在上一篇中,我们已经看到如何从 0 到 1 实现一个前馈网络。本文则将展示卷积网络的构建过程。为了测试自行实现的效果,我们将采用 MNIST 数据集作为验证。
按照惯例,我们先看一下 Keras 的做法。
但凡讲深度学习的书,讲到卷积网络时基本都会祭出 MNIST 数据集作为入门。因此,作为一篇展示卷积网络如何实现的文章,遵循这个惯例是有好处的。这样一来,我们土法炮制的卷积网络也就有了一个可以参考的效果。
废话少说,直接上代码(keras版):
import tensorflow as tf
# 数据集
mnist = tf.keras.datasets.mnist
(x_train, y_train), (x_test, y_test) = mnist.load_data()
x_train = x_train.reshape((-1, 28, 28, 1))
x_test = x_test.reshape((-1, 28, 28, 1))
x_train, x_test = x_train / 255.0, x_test / 255.0
# 定义
model = tf.keras.models.Sequential([
tf.keras.layers.Conv2D(32, 7, activation='relu', padding="same", input_shape=[28, 28, 1]),
tf.keras.layers.MaxPooling2D(2),
tf.keras.layers.Conv2D(64, 3, activation='relu', padding="same"),
tf.keras.layers.MaxPooling2D(2),
tf.keras.layers.Conv2D(64, 3, activation='relu', padding="same"),
tf.keras.layers.Flatten(),
tf.keras.layers.Dense(64, activation='relu'),
tf.keras.layers.Dropout(0.5),
tf.keras.layers.Dense(10, activation='softmax')
])
model.compile(optimizer='adam',
loss='sparse_categorical_crossentropy',
metrics=['accuracy'])
# 训练
model.fit(x_train, y_train, epochs=5, validation_split=0.1)
# 预测
print('This predicted value of first picture in test set is %x' % model.predict_classes(x_test[:1])[0])
print('This real value of first picture in test set is %x' % y_test[0])
因为本文的目的不是去解释那些基本概念,而是直接展示卷积网络的内部实现,所以呢,假如你对卷积、池化、Dropout、卷积网络等都不太熟悉的话,建议先去补充基础知识。
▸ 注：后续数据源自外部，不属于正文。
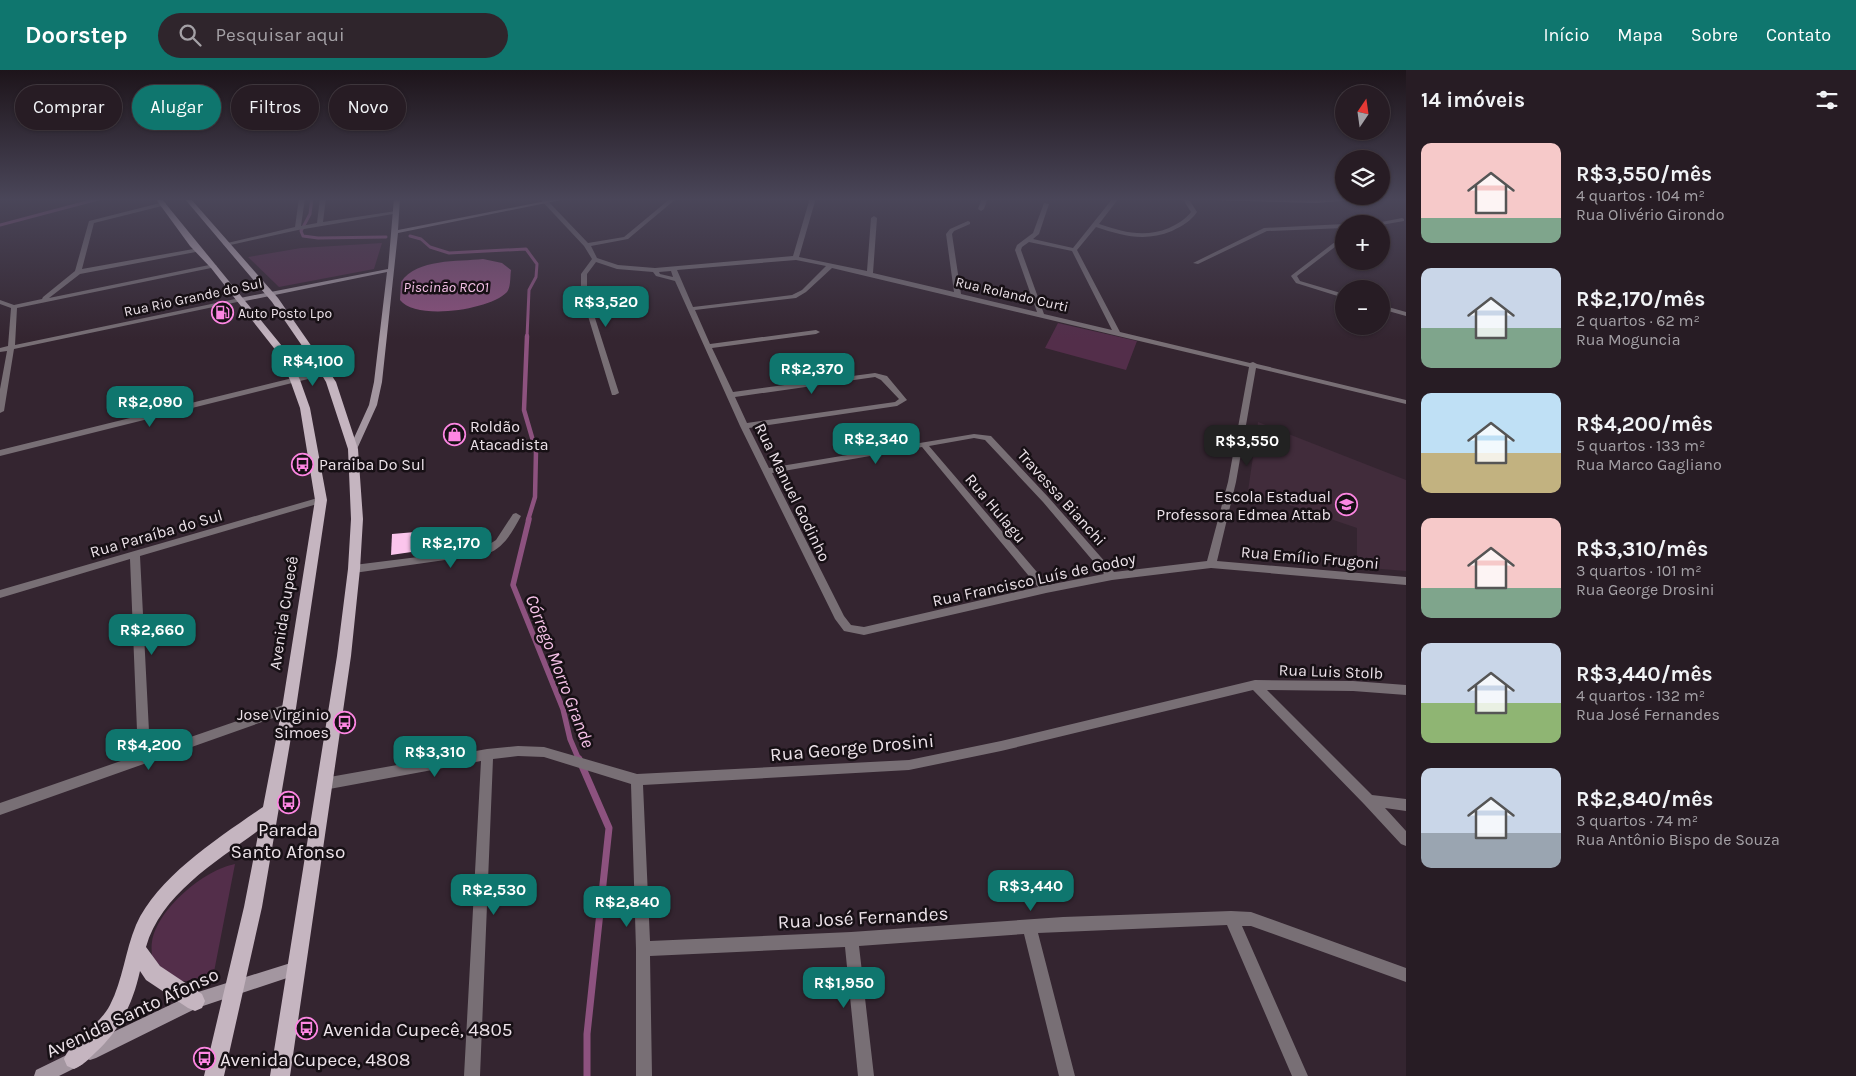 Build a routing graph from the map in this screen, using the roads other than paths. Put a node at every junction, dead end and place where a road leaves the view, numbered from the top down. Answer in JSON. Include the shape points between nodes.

动手学深度学习是一个不错的起点和参考。
对于上面的代码,有一点需要注意:这里的 loss 采用的是 sparse_categorical_crossentropy ,这是因为数据集的 label 是数字,而该函数期望入参的就是数字和概率数组。假如你期望的是 one-hot 编码,那么采用 CategoricalCrossentropy 。
很明显,为了实现一个卷积网络,以上面的例子来讲,我们需要自行实现的类有:
记忆力不错的小伙伴应该还记得在上一篇中已经实现了 Dense 和 Model。本文这部分的代码与前面区别不大,但因为有些参数是原来没有的,故仍然还是单独列出了。这样也方便每篇文章都可以独立阅读,不需要来回参考。
那么,接下来就展示一下每部分的代码。
这部分代码唯一变动的就是 call 部分会根据激活函数不同而调用不同的 TF 实现。
class MyDense(Layer):
def __init__(self, units=32, activation='relu'):
super(MyDense, self).__init__()
self.units = units
self.activation = activation
def build(self, input_shape):
self.w = self.add_weight(shape=(input_shape[-1], self.units),
initializer='random_normal', trainable=True)
self.b = self.add_weight(shape=(self.units,),
initializer='random_normal', trainable=True)
def call(self, inputs):
if self.activation == 'relu':
return tf.nn.relu(tf.matmul(inputs, self.w) + self.b)
elif self.activation == 'softmax':
return tf.nn.softmax(tf.matmul(inputs, self.w) + self.b)
自定义卷积层,注意:
class MyConv2D(Layer):
def __init__(self, filters, kernel_size):
super(MyConv2D, self).__init__()
self.filters = filters
self.kernel_size = kernel_size
def build(self, input_shape):
self.w = self.add_weight(shape=(self.kernel_size, self.kernel_size, input_shape[-1], self.filters),
initializer='random_normal', trainable=True)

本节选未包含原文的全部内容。